*Problem to work on*:
What is needed is a verbatim copy of every record below, with the pictures left out.

————

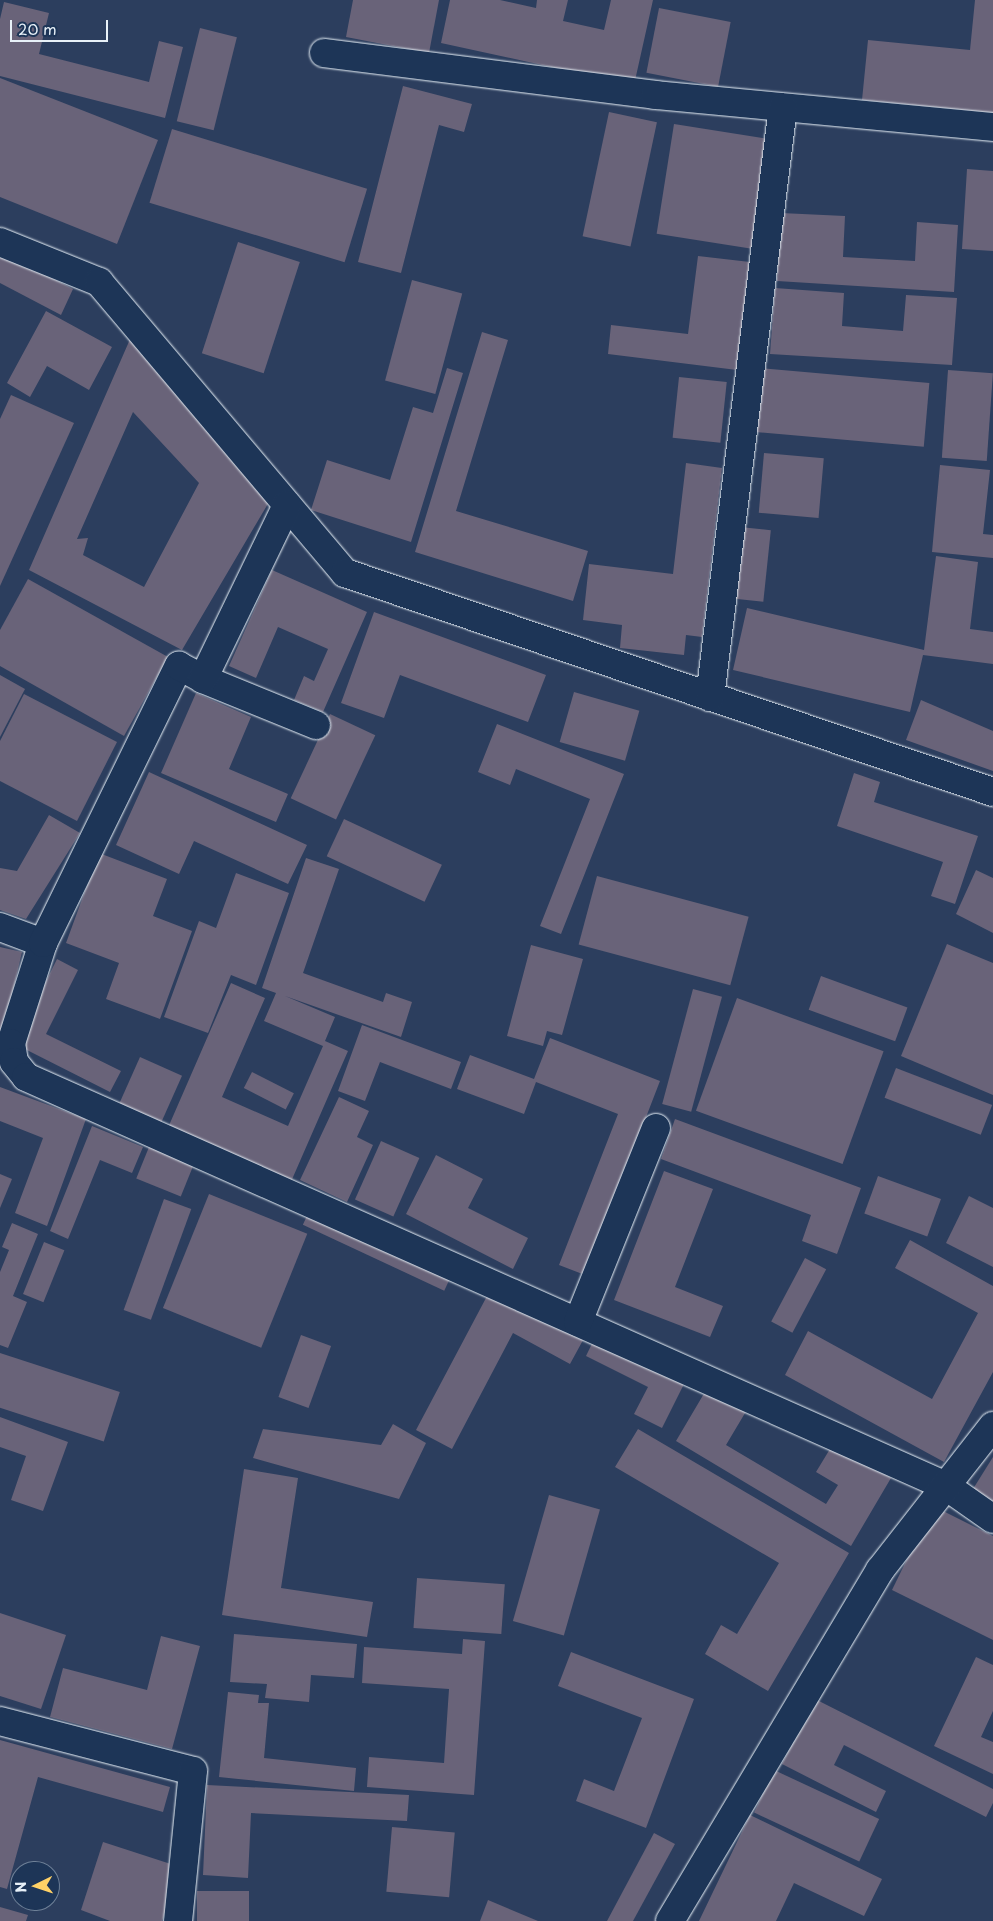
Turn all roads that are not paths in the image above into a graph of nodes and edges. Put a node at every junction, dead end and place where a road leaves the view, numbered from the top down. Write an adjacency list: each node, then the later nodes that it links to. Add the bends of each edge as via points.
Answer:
1 (324, 53): 2 (street, via 655,95)
2 (782, 107): 3 (street); 7 (street)
3 (993, 127)
4 (0, 242): 5 (street, via 100,282)
5 (287, 505): 6 (street); 7 (street, via 345,573)
6 (203, 679): 8 (street); 11 (street, via 179,666)
7 (710, 697): 9 (street)
8 (316, 725)
9 (993, 792)
10 (0, 927): 11 (street)
11 (43, 943): 13 (street, via 11,1043 14,1062 26,1077)
12 (656, 1128): 13 (street)
13 (578, 1322): 15 (street)
14 (993, 1426): 15 (street)
15 (946, 1486): 16 (street); 19 (street, via 880,1570)
16 (993, 1519)
17 (0, 1721): 18 (street, via 193,1771)
18 (178, 1921)
19 (670, 1921)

————

*Solved exercise*:
Turn all roads that are not paths in the image above into a graph of nodes and edges. Put a node at every junction, dead end and place where a road leaves the view, numbered from the top down. Write an adjacency list: each node, then the later nodes that it links to. Add the bends of each edge as via points.
Answer:
1 (324, 53): 2 (street, via 655,95)
2 (782, 107): 3 (street); 7 (street)
3 (993, 127)
4 (0, 242): 5 (street, via 100,282)
5 (287, 505): 6 (street); 7 (street, via 345,573)
6 (203, 679): 8 (street); 11 (street, via 179,666)
7 (710, 697): 9 (street)
8 (316, 725)
9 (993, 792)
10 (0, 927): 11 (street)
11 (43, 943): 13 (street, via 11,1043 14,1062 26,1077)
12 (656, 1128): 13 (street)
13 (578, 1322): 15 (street)
14 (993, 1426): 15 (street)
15 (946, 1486): 16 (street); 19 (street, via 880,1570)
16 (993, 1519)
17 (0, 1721): 18 (street, via 193,1771)
18 (178, 1921)
19 (670, 1921)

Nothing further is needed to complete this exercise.